Human and AI collaboration for pulmonary nodule segmentation
Authors
Abstract
Medical expert annotators are scarce, and blind reliance on artificial intelligence (AI) can be misleading, motivating approaches in which humans, particularly junior medical trainees or even non-medical personnel, collaborate with AI to achieve robust medical segmentation. Although the Segment Anything Model (SAM) shows promise for general-purpose image segmentation, its performance in human-AI collaboration for specialized medical tasks has not been thoroughly evaluated.
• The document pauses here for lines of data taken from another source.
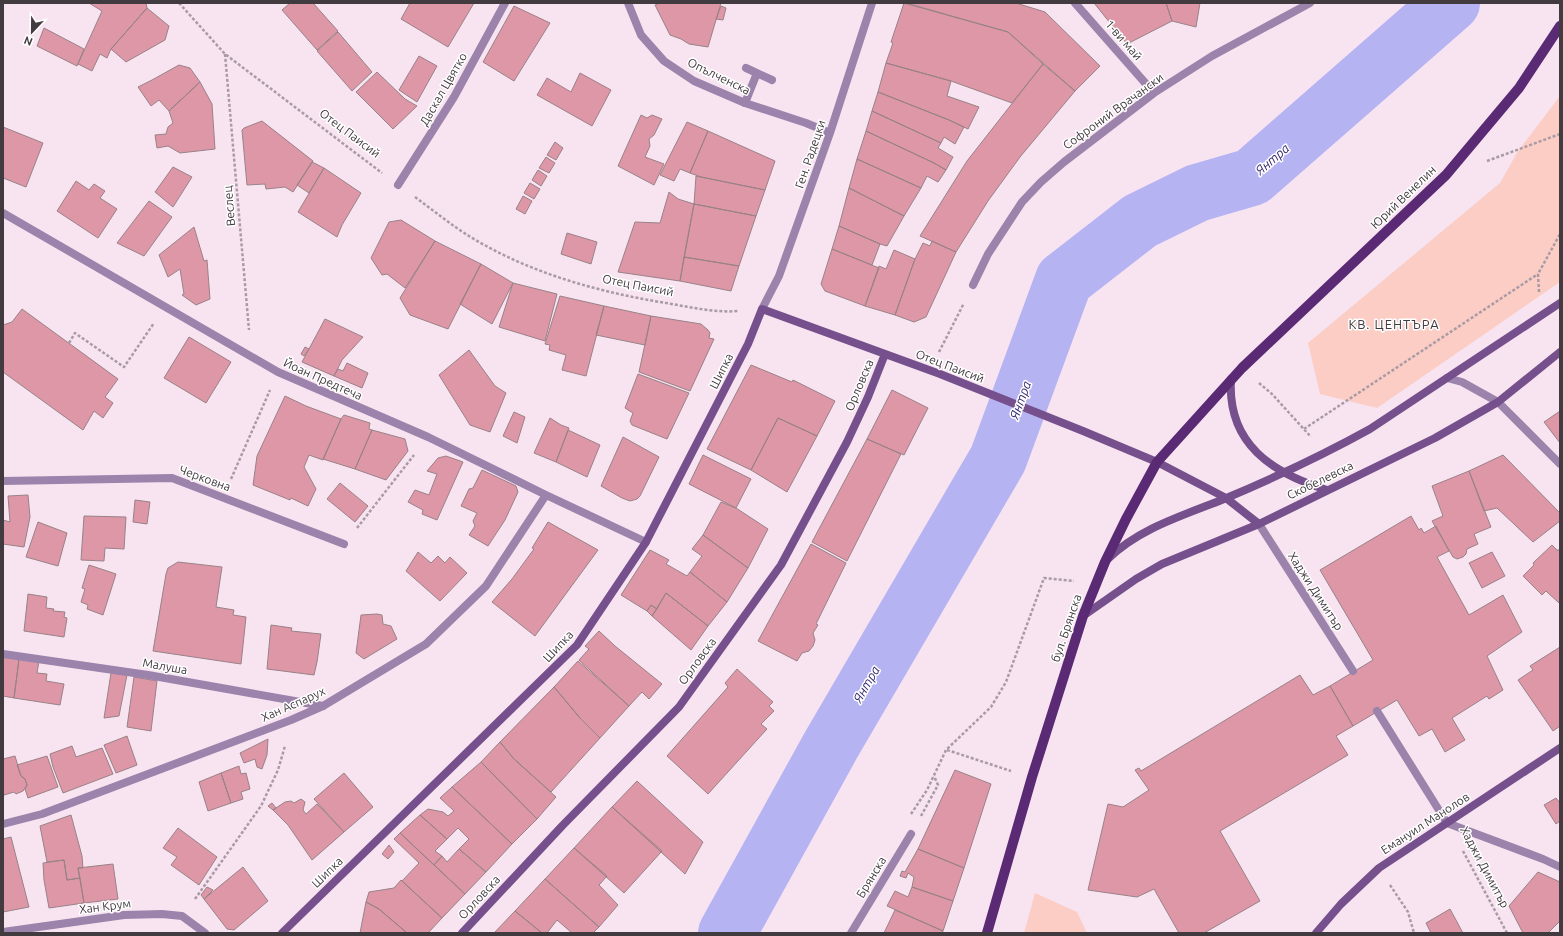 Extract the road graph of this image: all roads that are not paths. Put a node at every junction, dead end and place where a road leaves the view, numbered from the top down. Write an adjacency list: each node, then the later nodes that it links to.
1 (505, 3): 13 (street, Даскал Цвятко)
2 (628, 3): 11 (street, Опълченска)
3 (872, 3): 12 (street, Ген. Радецки)
4 (1075, 3): 10 (street, 1-ви май)
5 (1310, 3): 10 (street, Софроний Врачански)
6 (1560, 26): 20 (main road, Юрий Венелин)
7 (746, 68): 8 (street)
8 (757, 73): 9 (street); 11 (street)
9 (772, 80)
10 (1154, 93): 15 (street, Софроний Врачански)
11 (745, 103): 12 (street, Опълченска)
12 (830, 133): 17 (street, Ген. Радецки)
13 (398, 185)
14 (3, 213): 29 (street, Йоан Предтеча)
15 (974, 285)
16 (1560, 303): 21 (street, Скобелевска)
17 (762, 309): 19 (street, Отец Паисий); 32 (street, Шипка)
18 (1560, 352): 23 (street, Скобелевска)
19 (885, 354): 24 (street, Отец Паисий); 48 (street, Орловска)
20 (1242, 368): 22 (main road, бул. Брянска)
21 (1447, 378): 23 (street); 26 (street, Скобелевска)
22 (1231, 379): 24 (main road, бул. Брянска); 26 (street)
23 (1498, 402): 25 (street); 28 (street, Скобелевска)
24 (1157, 462): 30 (street, Отец Паисий); 34 (main road, бул. Брянска)
25 (1560, 464)
26 (1283, 472): 28 (street); 30 (street, Скобелевска)
27 (3, 481): 33 (street, Черковна)
28 (1327, 490): 31 (street, Скобелевска)
29 (546, 495): 32 (street, Йоан Предтеча); 38 (street, Хан Аспарух)
30 (1226, 498): 31 (street, Отец Паисий); 34 (street, Скобелевска)
31 (1259, 524): 35 (street, Скобелевска); 37 (street, Хаджи Димитър)
32 (646, 542): 47 (street, Шипка)
33 (344, 544)
34 (1105, 562): 35 (main road, бул. Брянска)
35 (1083, 616): 50 (main road, бул. Брянска)
36 (3, 654): 38 (street, Малуша)
37 (1353, 671)
38 (323, 706): 42 (street, Хан Аспарух)
39 (1377, 711): 41 (street, Хаджи Димитър)
40 (1560, 748): 41 (street, Емануил Манолов)
41 (1447, 823): 44 (street); 51 (street, Емануил Манолов)
42 (3, 824)
43 (911, 834): 49 (street, Брянска)
44 (1560, 867)
45 (3, 932): 46 (street, Хан Крум)
46 (205, 933)
47 (282, 933)
48 (462, 933)
49 (851, 933)
50 (987, 933)
51 (1316, 933)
Here we present Hi-Seg, a human-in-the-loop segmentation framework for pulmonary nodules built on SAM. Humans iteratively refine prompts through trial-and-error learning and semantic reasoning, progressively guiding SAM toward higher-quality masks. Using chest CT scans from 1,179 patients across 12 centers, we conducted the first large-scale external validation of collaborative human-SAM segmentation. Across all annotator groups, Hi-Seg achieved a mean Dice score of almost 85%, outperforming five state-of-the-art deep learning models by 10-22% and 13 SAM variants by 1-29%. Hi-Seg improved segmentation accuracy while reducing annotation time for medical annotators, and briefly trained non-medical annotators achieved performance comparable to that of the junior medical student. These findings suggest that human-in-the-loop segmentation can reduce clinician workload, enable scalable crowdsourced annotation, and transform clinical workflows by facilitating the safe and efficient integration of foundation models into routine clinical practice.